== Data shown

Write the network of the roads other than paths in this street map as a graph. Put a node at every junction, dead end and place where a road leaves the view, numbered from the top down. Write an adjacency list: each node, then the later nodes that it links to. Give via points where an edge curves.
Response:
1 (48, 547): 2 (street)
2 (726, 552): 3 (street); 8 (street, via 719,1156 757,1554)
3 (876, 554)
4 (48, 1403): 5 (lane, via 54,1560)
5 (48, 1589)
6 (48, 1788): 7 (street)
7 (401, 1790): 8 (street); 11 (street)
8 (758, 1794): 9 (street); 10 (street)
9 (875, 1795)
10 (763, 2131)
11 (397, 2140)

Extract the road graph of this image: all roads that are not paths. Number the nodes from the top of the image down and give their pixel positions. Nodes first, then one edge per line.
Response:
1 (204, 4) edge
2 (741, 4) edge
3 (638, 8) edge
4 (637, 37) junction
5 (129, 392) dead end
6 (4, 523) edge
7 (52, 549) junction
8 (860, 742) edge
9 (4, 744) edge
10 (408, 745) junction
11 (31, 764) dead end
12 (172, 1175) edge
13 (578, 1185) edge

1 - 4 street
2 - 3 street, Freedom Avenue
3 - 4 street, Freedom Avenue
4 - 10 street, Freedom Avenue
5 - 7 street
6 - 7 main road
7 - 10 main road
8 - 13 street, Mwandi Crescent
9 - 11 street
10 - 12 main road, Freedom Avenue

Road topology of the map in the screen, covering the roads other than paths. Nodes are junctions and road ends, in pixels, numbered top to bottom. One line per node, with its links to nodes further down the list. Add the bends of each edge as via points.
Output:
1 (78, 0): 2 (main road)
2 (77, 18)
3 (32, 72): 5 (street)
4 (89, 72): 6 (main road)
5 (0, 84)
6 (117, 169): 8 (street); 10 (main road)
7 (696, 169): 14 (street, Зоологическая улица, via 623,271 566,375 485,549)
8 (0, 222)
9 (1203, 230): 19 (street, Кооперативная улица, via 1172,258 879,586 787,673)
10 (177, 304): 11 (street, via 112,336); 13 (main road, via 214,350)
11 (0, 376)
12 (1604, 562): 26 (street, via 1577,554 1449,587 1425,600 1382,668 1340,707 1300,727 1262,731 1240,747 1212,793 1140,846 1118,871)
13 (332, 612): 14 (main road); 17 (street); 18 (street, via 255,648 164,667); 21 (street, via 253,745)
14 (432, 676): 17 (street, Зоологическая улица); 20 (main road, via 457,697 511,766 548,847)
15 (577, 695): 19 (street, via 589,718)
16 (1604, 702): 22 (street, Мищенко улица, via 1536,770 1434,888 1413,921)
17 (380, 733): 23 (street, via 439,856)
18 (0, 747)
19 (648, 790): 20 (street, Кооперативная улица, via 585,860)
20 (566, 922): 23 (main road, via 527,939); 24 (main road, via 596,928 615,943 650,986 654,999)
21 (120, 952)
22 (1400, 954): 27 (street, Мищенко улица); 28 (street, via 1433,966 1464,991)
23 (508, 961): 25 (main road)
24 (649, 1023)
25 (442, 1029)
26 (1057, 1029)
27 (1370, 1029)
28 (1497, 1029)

====

What you need to do —
The data must be given again in full. Keep every line identical.

Solution to the exercise —
Write the network of the roads other than paths in this street map as a graph. Put a node at every junction, dead end and place where a road leaves the view, numbered from the top down. Write an adjacency list: each node, then the later nodes that it links to. Give via points where an edge curves.
Response:
1 (48, 547): 2 (street)
2 (726, 552): 3 (street); 8 (street, via 719,1156 757,1554)
3 (876, 554)
4 (48, 1403): 5 (lane, via 54,1560)
5 (48, 1589)
6 (48, 1788): 7 (street)
7 (401, 1790): 8 (street); 11 (street)
8 (758, 1794): 9 (street); 10 (street)
9 (875, 1795)
10 (763, 2131)
11 (397, 2140)

Extract the road graph of this image: all roads that are not paths. Number the nodes from the top of the image down and give their pixel positions. Nodes first, then one edge per line.
Response:
1 (204, 4) edge
2 (741, 4) edge
3 (638, 8) edge
4 (637, 37) junction
5 (129, 392) dead end
6 (4, 523) edge
7 (52, 549) junction
8 (860, 742) edge
9 (4, 744) edge
10 (408, 745) junction
11 (31, 764) dead end
12 (172, 1175) edge
13 (578, 1185) edge

1 - 4 street
2 - 3 street, Freedom Avenue
3 - 4 street, Freedom Avenue
4 - 10 street, Freedom Avenue
5 - 7 street
6 - 7 main road
7 - 10 main road
8 - 13 street, Mwandi Crescent
9 - 11 street
10 - 12 main road, Freedom Avenue

Road topology of the map in the screen, covering the roads other than paths. Nodes are junctions and road ends, in pixels, numbered top to bottom. One line per node, with its links to nodes further down the list. Add the bends of each edge as via points.
Output:
1 (78, 0): 2 (main road)
2 (77, 18)
3 (32, 72): 5 (street)
4 (89, 72): 6 (main road)
5 (0, 84)
6 (117, 169): 8 (street); 10 (main road)
7 (696, 169): 14 (street, Зоологическая улица, via 623,271 566,375 485,549)
8 (0, 222)
9 (1203, 230): 19 (street, Кооперативная улица, via 1172,258 879,586 787,673)
10 (177, 304): 11 (street, via 112,336); 13 (main road, via 214,350)
11 (0, 376)
12 (1604, 562): 26 (street, via 1577,554 1449,587 1425,600 1382,668 1340,707 1300,727 1262,731 1240,747 1212,793 1140,846 1118,871)
13 (332, 612): 14 (main road); 17 (street); 18 (street, via 255,648 164,667); 21 (street, via 253,745)
14 (432, 676): 17 (street, Зоологическая улица); 20 (main road, via 457,697 511,766 548,847)
15 (577, 695): 19 (street, via 589,718)
16 (1604, 702): 22 (street, Мищенко улица, via 1536,770 1434,888 1413,921)
17 (380, 733): 23 (street, via 439,856)
18 (0, 747)
19 (648, 790): 20 (street, Кооперативная улица, via 585,860)
20 (566, 922): 23 (main road, via 527,939); 24 (main road, via 596,928 615,943 650,986 654,999)
21 (120, 952)
22 (1400, 954): 27 (street, Мищенко улица); 28 (street, via 1433,966 1464,991)
23 (508, 961): 25 (main road)
24 (649, 1023)
25 (442, 1029)
26 (1057, 1029)
27 (1370, 1029)
28 (1497, 1029)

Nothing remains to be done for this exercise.